- Opening Delimiter -

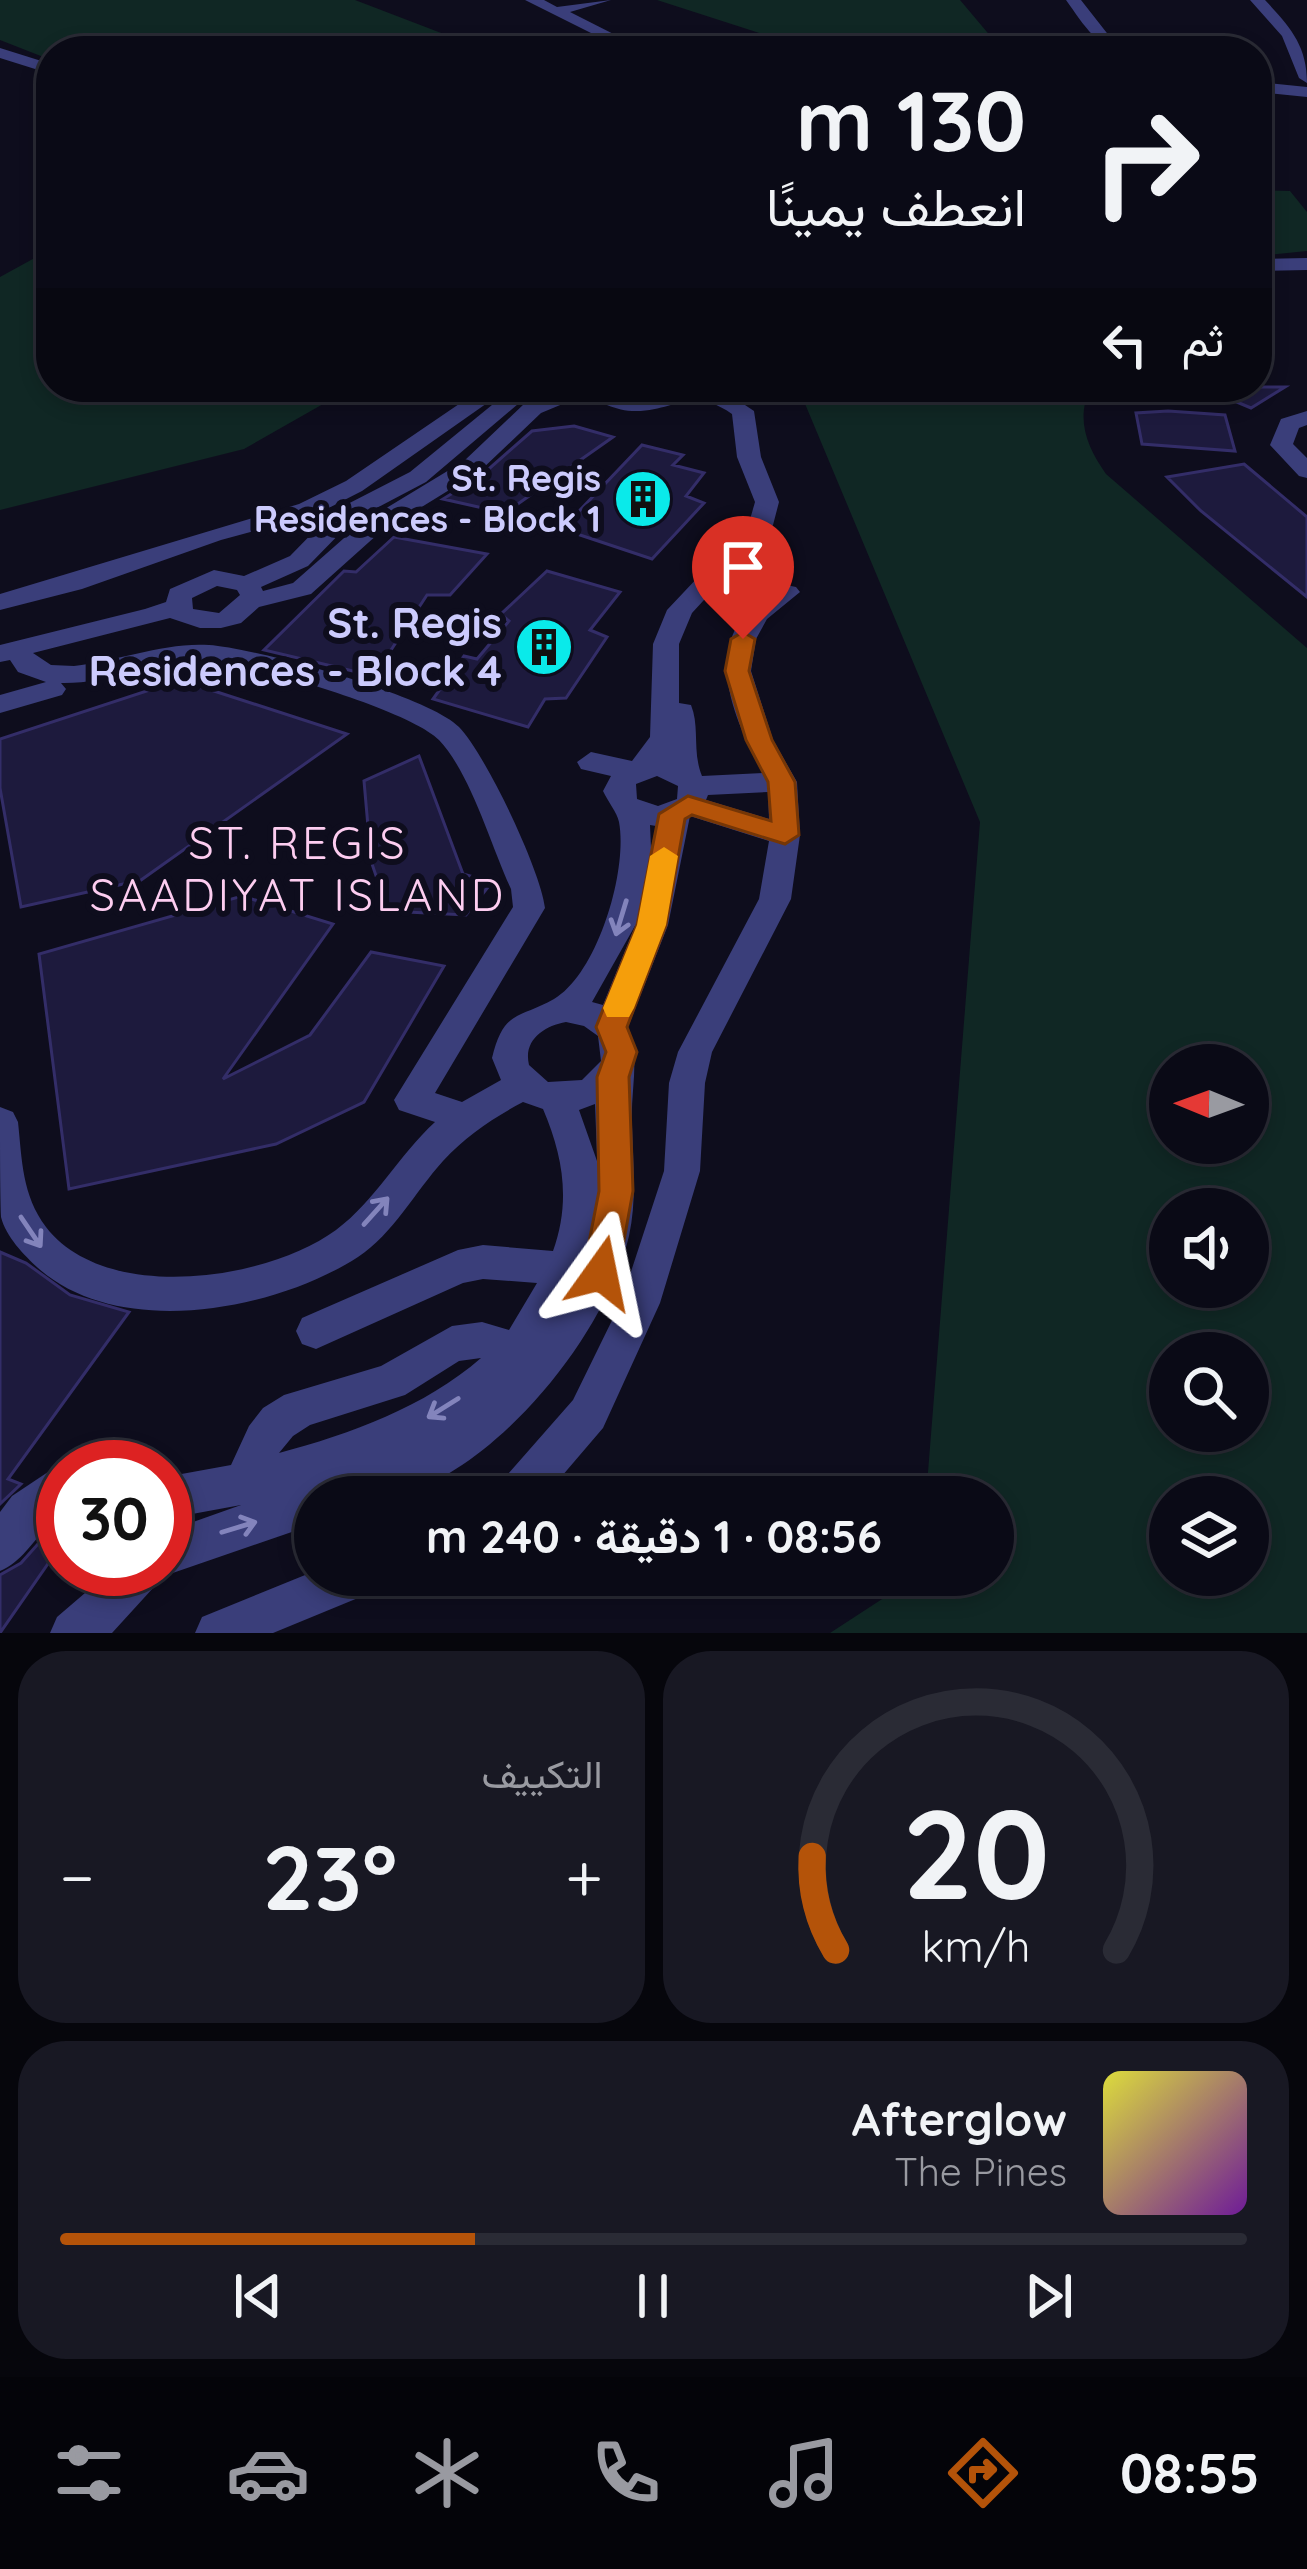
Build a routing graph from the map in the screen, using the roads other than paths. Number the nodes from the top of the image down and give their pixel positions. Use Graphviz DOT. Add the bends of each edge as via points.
graph roads {
  1 [pos="532,0"];
  2 [pos="604,0"];
  3 [pos="1073,0"];
  4 [pos="1257,0"];
  5 [pos="557,11"];
  6 [pos="1298,34"];
  7 [pos="608,36"];
  8 [pos="1102,36"];
  9 [pos="0,53"];
  10 [pos="36,64"];
  11 [pos="0,66"];
  12 [pos="36,75"];
  13 [pos="1307,78"];
  14 [pos="1272,88"];
  15 [pos="1307,92"];
  16 [pos="1307,264"];
  17 [pos="1272,265"];
  18 [pos="1272,279"];
  19 [pos="1307,280"];
  20 [pos="477,402"];
  21 [pos="509,402"];
  22 [pos="547,402"];
  23 [pos="730,402"];
  24 [pos="752,402"];
  25 [pos="1307,418"];
  26 [pos="1307,471"];
  27 [pos="200,543"];
  28 [pos="171,549"];
  29 [pos="194,584"];
  30 [pos="241,588"];
  31 [pos="787,592"];
  32 [pos="0,602"];
  33 [pos="176,607"];
  34 [pos="8,651"];
  35 [pos="52,689"];
  36 [pos="0,704"];
  37 [pos="588,767"];
  38 [pos="782,782"];
  39 [pos="632,785"];
  40 [pos="685,795"];
  41 [pos="785,835"];
  42 [pos="566,1010"];
  43 [pos="611,1027"];
  44 [pos="613,1077"];
  45 [pos="539,1091"];
  46 [pos="466,1118"];
  47 [pos="0,1122"];
  48 [pos="584,1271"];
  49 [pos="316,1331"];
  50 [pos="516,1351"];
  51 [pos="396,1476"];
  52 [pos="534,1476"];
  53 [pos="245,1483"];
  54 [pos="192,1493"];
  55 [pos="36,1503"];
  56 [pos="294,1510"];
  57 [pos="192,1545"];
  58 [pos="0,1549"];
  59 [pos="117,1596"];
  60 [pos="308,1596"];
  61 [pos="73,1633"];
  62 [pos="218,1633"];
  1 -- 5 [label="street"];
  2 -- 5 [label="street"];
  3 -- 8 [label="street"];
  4 -- 6 [label="street"];
  5 -- 7 [label="street"];
  6 -- 13 [label="street"];
  9 -- 10 [label="street"];
  11 -- 12 [label="street"];
  14 -- 15 [label="street"];
  16 -- 17 [label="street"];
  18 -- 19 [label="street"];
  20 -- 27 [label="street" via="354,486"];
  21 -- 30 [label="street" via="418,477 343,516 299,561"];
  22 -- 30 [label="street" via="472,466 369,529 302,589"];
  23 -- 39 [label="street" via="743,411 767,502 761,525 668,608 664,738"];
  24 -- 40 [label="street" via="784,513 761,549 706,600 688,636"];
  25 -- 26 [label="street" via="1289,424 1281,445"];
  27 -- 28 [label="street"];
  27 -- 30 [label="street"];
  28 -- 29 [label="street"];
  28 -- 32 [label="street"];
  29 -- 30 [label="street"];
  29 -- 33 [label="street"];
  30 -- 33 [label="street" via="240,614 215,630"];
  31 -- 38 [label="street" via="756,616 737,671"];
  33 -- 34 [label="street" via="126,627"];
  34 -- 46 [label="street" via="30,671 65,675 208,652 417,712 452,736 529,908 412,1100"];
  35 -- 36 [label="street"];
  37 -- 39 [label="street"];
  38 -- 40 [label="street"];
  38 -- 41 [label="street"];
  39 -- 40 [label="street"];
  39 -- 40 [label="street" via="673,768"];
  39 -- 42 [label="street, one-way" via="638,832 620,928 593,981"];
  40 -- 41 [label="street"];
  40 -- 43 [label="street" via="652,925"];
  41 -- 52 [label="street" via="775,899 695,1052 682,1172 640,1303 588,1414"];
  42 -- 43 [label="street"];
  42 -- 45 [label="street" via="532,1019 511,1043 508,1058"];
  43 -- 44 [label="street" via="621,1052"];
  44 -- 45 [label="street" via="588,1094"];
  44 -- 48 [label="street" via="616,1191"];
  45 -- 46 [label="street"];
  45 -- 48 [label="street" via="580,1150"];
  47 -- 46 [label="street, one-way" via="11,1203 44,1252 88,1282 138,1295 218,1291 279,1276 348,1242"];
  48 -- 49 [label="street" via="458,1267"];
  48 -- 50 [label="street"];
  48 -- 51 [label="street" via="554,1348 518,1389 466,1434"];
  50 -- 53 [label="street, one-way" via="441,1412 355,1450"];
  50 -- 53 [label="street" via="482,1340 452,1344 392,1382 299,1409 264,1439"];
  53 -- 54 [label="street"];
  55 -- 58 [label="street"];
  57 -- 56 [label="street, one-way"];
  59 -- 61 [label="street"];
  60 -- 62 [label="street"];
}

- Closing Delimiter -

### Required work:
Only lines containing the word "roads" should be copied from the material above.

### Your response:
Build a routing graph from the map in the screen, using the roads other than paths. Number the nodes from the top of the image down and give their pixel positions. Use Graphviz DOT. Add the bends of each edge as via points.
graph roads {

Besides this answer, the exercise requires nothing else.